* WHAT IS EXPECTED: Could you repeat the entries below word for word, leaving nothing out?

"""

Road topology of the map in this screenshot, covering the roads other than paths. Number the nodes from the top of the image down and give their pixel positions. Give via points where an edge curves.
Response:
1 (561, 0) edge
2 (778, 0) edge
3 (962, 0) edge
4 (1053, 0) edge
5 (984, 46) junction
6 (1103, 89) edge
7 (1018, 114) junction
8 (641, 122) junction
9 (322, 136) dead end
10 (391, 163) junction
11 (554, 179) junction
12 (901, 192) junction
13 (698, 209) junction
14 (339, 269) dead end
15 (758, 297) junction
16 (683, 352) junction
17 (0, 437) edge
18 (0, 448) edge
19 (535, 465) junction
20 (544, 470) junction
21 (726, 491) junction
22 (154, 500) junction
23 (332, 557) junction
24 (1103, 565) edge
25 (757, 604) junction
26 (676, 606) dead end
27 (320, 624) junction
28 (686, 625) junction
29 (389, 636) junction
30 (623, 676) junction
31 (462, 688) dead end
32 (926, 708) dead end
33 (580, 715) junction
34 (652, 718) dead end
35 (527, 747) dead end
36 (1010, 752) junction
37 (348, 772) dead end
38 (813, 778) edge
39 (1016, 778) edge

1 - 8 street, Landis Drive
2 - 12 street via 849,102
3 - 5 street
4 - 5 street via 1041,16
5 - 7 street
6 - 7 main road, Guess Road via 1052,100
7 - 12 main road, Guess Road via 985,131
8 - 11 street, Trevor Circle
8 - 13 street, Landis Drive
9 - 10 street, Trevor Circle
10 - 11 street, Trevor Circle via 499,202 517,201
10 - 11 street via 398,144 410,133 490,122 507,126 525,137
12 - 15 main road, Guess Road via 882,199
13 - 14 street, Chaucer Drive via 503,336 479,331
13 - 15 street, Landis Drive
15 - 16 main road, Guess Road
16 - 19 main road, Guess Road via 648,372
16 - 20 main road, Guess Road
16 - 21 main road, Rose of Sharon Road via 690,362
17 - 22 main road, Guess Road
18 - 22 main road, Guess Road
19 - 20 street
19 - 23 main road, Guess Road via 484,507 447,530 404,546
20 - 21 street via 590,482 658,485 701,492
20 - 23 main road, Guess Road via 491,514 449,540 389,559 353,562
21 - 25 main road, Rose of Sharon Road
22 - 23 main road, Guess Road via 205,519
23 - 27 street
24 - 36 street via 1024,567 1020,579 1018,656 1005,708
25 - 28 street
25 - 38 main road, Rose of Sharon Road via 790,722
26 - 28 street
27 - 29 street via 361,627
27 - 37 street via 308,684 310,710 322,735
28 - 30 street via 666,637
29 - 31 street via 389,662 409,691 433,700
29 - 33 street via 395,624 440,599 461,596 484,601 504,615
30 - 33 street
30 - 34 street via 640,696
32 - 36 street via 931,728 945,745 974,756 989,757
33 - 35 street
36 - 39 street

"""

* TASK RESPONSE:
Road topology of the map in this screenshot, covering the roads other than paths. Number the nodes from the top of the image down and give their pixel positions. Give via points where an edge curves.
Response:
1 (561, 0) edge
2 (778, 0) edge
3 (962, 0) edge
4 (1053, 0) edge
5 (984, 46) junction
6 (1103, 89) edge
7 (1018, 114) junction
8 (641, 122) junction
9 (322, 136) dead end
10 (391, 163) junction
11 (554, 179) junction
12 (901, 192) junction
13 (698, 209) junction
14 (339, 269) dead end
15 (758, 297) junction
16 (683, 352) junction
17 (0, 437) edge
18 (0, 448) edge
19 (535, 465) junction
20 (544, 470) junction
21 (726, 491) junction
22 (154, 500) junction
23 (332, 557) junction
24 (1103, 565) edge
25 (757, 604) junction
26 (676, 606) dead end
27 (320, 624) junction
28 (686, 625) junction
29 (389, 636) junction
30 (623, 676) junction
31 (462, 688) dead end
32 (926, 708) dead end
33 (580, 715) junction
34 (652, 718) dead end
35 (527, 747) dead end
36 (1010, 752) junction
37 (348, 772) dead end
38 (813, 778) edge
39 (1016, 778) edge

1 - 8 street, Landis Drive
2 - 12 street via 849,102
3 - 5 street
4 - 5 street via 1041,16
5 - 7 street
6 - 7 main road, Guess Road via 1052,100
7 - 12 main road, Guess Road via 985,131
8 - 11 street, Trevor Circle
8 - 13 street, Landis Drive
9 - 10 street, Trevor Circle
10 - 11 street, Trevor Circle via 499,202 517,201
10 - 11 street via 398,144 410,133 490,122 507,126 525,137
12 - 15 main road, Guess Road via 882,199
13 - 14 street, Chaucer Drive via 503,336 479,331
13 - 15 street, Landis Drive
15 - 16 main road, Guess Road
16 - 19 main road, Guess Road via 648,372
16 - 20 main road, Guess Road
16 - 21 main road, Rose of Sharon Road via 690,362
17 - 22 main road, Guess Road
18 - 22 main road, Guess Road
19 - 20 street
19 - 23 main road, Guess Road via 484,507 447,530 404,546
20 - 21 street via 590,482 658,485 701,492
20 - 23 main road, Guess Road via 491,514 449,540 389,559 353,562
21 - 25 main road, Rose of Sharon Road
22 - 23 main road, Guess Road via 205,519
23 - 27 street
24 - 36 street via 1024,567 1020,579 1018,656 1005,708
25 - 28 street
25 - 38 main road, Rose of Sharon Road via 790,722
26 - 28 street
27 - 29 street via 361,627
27 - 37 street via 308,684 310,710 322,735
28 - 30 street via 666,637
29 - 31 street via 389,662 409,691 433,700
29 - 33 street via 395,624 440,599 461,596 484,601 504,615
30 - 33 street
30 - 34 street via 640,696
32 - 36 street via 931,728 945,745 974,756 989,757
33 - 35 street
36 - 39 street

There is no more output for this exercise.